常には他人の子供の面倒を見ている教員も、人の子であり、親である。
子供を持てば、他人の子供と比較する。教員は、この傾向が強い。
他人の子供、中でもとびきり出来の良い子供と、自分の子供とを比較する。声には出さないが、内心で比べて、安堵したり、悲しんだりする。
教員もいろいろで、だから親もいろいろで、従ってその子供もいろいろである。
教員の子供は、学業については、できる子が多い。悪い話は、あまり聞こえてこない。
しかしこれは、自慢の息子や娘の話は吹聴しがちなので、他人の知るところとなっただけである。不味いことは、言うわけがない。
教員の子に、できない坊主が、たくさんいるだろうことも、容易に想像がつく。
教員は、仕事柄、多くの子供を見てきている。だから、自分の子供の成績が不振だと、辛くてたまらない。うちの子に限って、どうしてできないんだと、臍をかむ。子供も、親の気持ちを知って、余計に悪くなる。
こうなると、自分の子供より、他人の出来の良い子のほうが可愛くなる。これも、子供が感づいて、なおさら、ふてくされる。
どうにもこうにも仕方がない。不幸の連鎖である。
そんな教員の、その親もまた、教員であることが多い。
自分は勉強がよくできた。よくできることを、親から期待され、強いられた。そして、事実、成績は常によかった。親の希望通り、教員にもなった。それなのに、なぜ、私の子は、勉強しないのだろう、できないのだろう、と悩む。
繰り返すが、教員間で、子供の噂は、できる子の話ばかりが流れてくる。
有名高校から東大京大一ツ橋なんてざらである。医者に、ごろごろ、なる。教員にも、うじゃうじゃ、なる。
そんなかで、学業がさっぱりだ、名前の知られていない高校だ、大学浪人だ、就職浪人だ、では形にならない。
これが教員の悩みとなっている例が、案外、多いのである。
荷風は、人の親にならなくてよかった、子供ほど悩みの種はない、と書いた。同感の人も多いことであろう。
さて、そうではあるが、人の幸不幸は、苦しみの中にあるという。
子を持ち、育てることは、親にとっては、ある種の不幸を背負うことにもなる、しかし、それは幸福の鍵でもある。
若く外見の綺麗な頃や、元気闊達で、まだ将来があると勘違いしていられる頃は、独身であっても、「孤独」の恐ろしさが体感できない。

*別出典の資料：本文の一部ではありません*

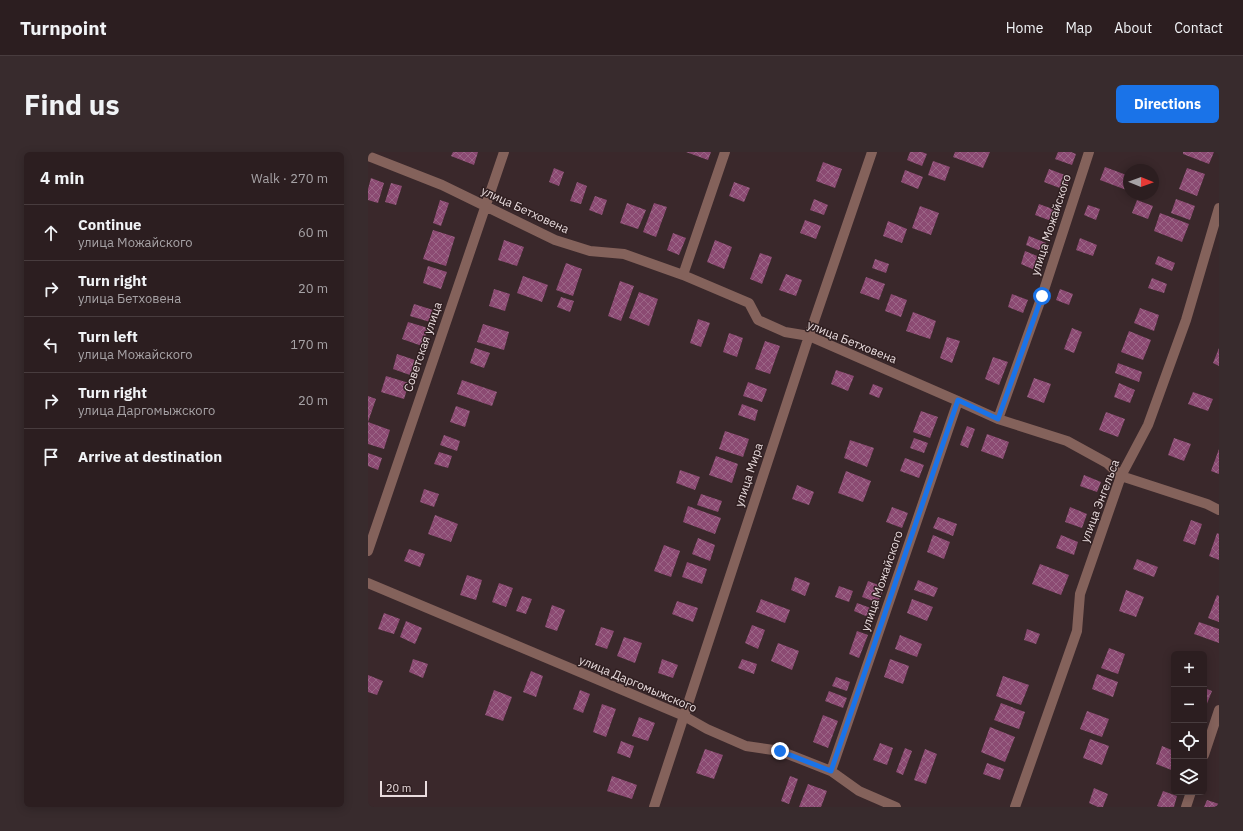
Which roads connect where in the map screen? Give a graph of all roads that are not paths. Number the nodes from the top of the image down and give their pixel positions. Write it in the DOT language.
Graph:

男女を問わず、40代を過ぎてくると、独り身が辛いと、こぼす人が多い。
早死にする確率も高い。
人は老いたら、否、若くても、独りっきりは辛いものである。孤独は、身体のみならず、精神をも蝕む。
だから、人は他人を求め、集団に帰属することを欲する。
それは気持ちが弱いから、精神力が脆いから、と断ずる人もいる。
左様、いかにも、人の気持ちは弱いものである。
我が父上母上は、自分という不詳の息子がいなかったら、どんなにか晩年が幸福であったろう。と、荷風は書いている。
涙なくしては読めない。荷風は厳格な父から高級官吏となることを期待されたが、戯作者になって放蕩した。荷風は、それが、ずっと心にあったのだろう。
とはいえ、私たちは、そのおかげで、日本語の、卓越した美しい文章を読むことができる。
子は親の意に反しても、子の道を行く。それは多くの場合、結果を見ると、正しい選択と言えそうである。